What to produce —
Restate the records in full and exactly, with no images included.

[Dataset entries]

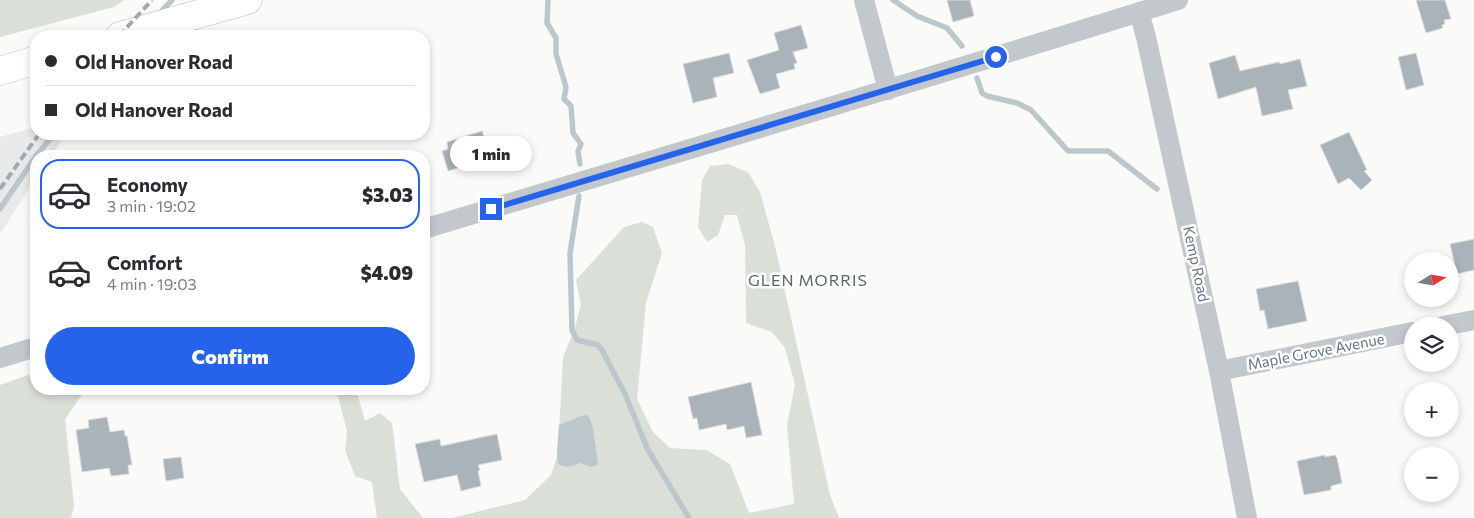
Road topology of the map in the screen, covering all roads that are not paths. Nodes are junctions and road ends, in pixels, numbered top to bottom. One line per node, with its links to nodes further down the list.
1 (864, 0): 6 (street)
2 (1178, 0): 4 (street)
3 (235, 4): 5 (highway)
4 (1139, 12): 6 (street); 13 (street, Kemp Road)
5 (142, 30)
6 (888, 90): 7 (street)
7 (430, 227)
8 (1474, 320): 9 (street)
9 (1459, 323)
10 (1404, 334): 13 (street, Maple Grove Avenue)
11 (30, 349): 12 (street)
12 (0, 358)
13 (1220, 371): 14 (street, Kemp Road)
14 (1247, 518)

Result of this exercise —
Road topology of the map in the screen, covering all roads that are not paths. Nodes are junctions and road ends, in pixels, numbered top to bottom. One line per node, with its links to nodes further down the list.
1 (864, 0): 6 (street)
2 (1178, 0): 4 (street)
3 (235, 4): 5 (highway)
4 (1139, 12): 6 (street); 13 (street, Kemp Road)
5 (142, 30)
6 (888, 90): 7 (street)
7 (430, 227)
8 (1474, 320): 9 (street)
9 (1459, 323)
10 (1404, 334): 13 (street, Maple Grove Avenue)
11 (30, 349): 12 (street)
12 (0, 358)
13 (1220, 371): 14 (street, Kemp Road)
14 (1247, 518)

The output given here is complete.